• _What the task asks_: Show each line of the data below that has the string "Colony" in it.

• _Information_:
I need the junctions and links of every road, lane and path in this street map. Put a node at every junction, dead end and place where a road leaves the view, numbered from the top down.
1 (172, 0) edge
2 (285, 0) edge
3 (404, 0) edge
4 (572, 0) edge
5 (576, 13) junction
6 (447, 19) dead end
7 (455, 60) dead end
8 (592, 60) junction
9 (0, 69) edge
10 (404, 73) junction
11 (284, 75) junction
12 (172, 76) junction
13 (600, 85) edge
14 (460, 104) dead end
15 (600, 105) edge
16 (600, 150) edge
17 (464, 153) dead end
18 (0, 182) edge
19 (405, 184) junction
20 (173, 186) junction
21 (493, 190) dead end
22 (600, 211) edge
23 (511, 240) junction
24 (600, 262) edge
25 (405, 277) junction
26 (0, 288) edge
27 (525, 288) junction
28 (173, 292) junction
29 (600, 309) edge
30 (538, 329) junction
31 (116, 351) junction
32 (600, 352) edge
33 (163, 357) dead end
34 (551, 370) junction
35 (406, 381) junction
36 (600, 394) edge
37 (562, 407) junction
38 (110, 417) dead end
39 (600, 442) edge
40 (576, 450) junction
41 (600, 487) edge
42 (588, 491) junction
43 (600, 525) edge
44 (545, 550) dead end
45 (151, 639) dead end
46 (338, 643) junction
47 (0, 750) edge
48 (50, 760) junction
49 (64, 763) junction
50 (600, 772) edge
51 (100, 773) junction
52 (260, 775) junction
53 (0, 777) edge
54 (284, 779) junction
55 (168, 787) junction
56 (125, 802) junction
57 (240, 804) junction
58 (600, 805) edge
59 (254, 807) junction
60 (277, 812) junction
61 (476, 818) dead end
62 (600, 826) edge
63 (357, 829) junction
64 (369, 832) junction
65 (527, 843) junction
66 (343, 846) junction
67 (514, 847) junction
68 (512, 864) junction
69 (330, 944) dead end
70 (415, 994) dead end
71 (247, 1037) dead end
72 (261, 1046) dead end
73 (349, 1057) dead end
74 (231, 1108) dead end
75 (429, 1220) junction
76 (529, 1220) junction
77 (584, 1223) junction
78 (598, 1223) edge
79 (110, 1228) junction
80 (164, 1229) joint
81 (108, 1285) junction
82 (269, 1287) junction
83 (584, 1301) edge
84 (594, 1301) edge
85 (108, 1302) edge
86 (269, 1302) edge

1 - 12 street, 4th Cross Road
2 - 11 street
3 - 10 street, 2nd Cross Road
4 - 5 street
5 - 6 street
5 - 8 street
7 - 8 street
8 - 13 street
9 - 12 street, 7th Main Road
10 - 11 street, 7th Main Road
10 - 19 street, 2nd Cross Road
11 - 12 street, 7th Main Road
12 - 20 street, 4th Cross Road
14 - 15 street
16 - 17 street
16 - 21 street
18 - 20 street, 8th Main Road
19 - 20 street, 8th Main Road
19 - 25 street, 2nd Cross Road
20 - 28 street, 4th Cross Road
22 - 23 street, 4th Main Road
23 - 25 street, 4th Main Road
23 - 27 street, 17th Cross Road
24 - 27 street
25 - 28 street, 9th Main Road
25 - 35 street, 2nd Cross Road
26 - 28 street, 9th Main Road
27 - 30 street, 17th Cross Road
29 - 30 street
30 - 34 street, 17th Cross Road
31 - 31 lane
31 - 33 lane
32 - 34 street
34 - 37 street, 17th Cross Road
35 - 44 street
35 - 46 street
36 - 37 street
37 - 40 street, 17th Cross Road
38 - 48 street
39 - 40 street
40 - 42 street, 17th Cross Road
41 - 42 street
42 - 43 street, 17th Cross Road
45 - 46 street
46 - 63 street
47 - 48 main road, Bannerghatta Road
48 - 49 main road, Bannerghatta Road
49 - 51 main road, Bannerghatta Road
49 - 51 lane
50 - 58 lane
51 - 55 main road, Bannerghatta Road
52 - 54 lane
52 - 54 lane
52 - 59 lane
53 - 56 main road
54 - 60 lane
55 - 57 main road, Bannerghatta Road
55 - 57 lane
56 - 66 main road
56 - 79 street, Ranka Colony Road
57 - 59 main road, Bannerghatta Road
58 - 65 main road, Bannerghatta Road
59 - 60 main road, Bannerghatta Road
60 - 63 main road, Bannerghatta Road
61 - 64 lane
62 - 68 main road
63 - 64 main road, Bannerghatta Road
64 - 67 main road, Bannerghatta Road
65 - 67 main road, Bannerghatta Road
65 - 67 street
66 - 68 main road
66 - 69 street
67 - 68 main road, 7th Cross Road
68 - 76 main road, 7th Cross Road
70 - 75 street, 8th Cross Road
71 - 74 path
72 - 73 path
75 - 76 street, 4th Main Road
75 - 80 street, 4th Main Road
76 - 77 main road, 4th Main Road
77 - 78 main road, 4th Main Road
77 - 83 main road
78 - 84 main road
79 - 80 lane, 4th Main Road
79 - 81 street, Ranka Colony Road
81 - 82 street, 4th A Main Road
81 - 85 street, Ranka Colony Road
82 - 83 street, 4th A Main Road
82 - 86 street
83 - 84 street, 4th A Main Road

• _Your response_:
56 - 79 street, Ranka Colony Road
79 - 81 street, Ranka Colony Road
81 - 85 street, Ranka Colony Road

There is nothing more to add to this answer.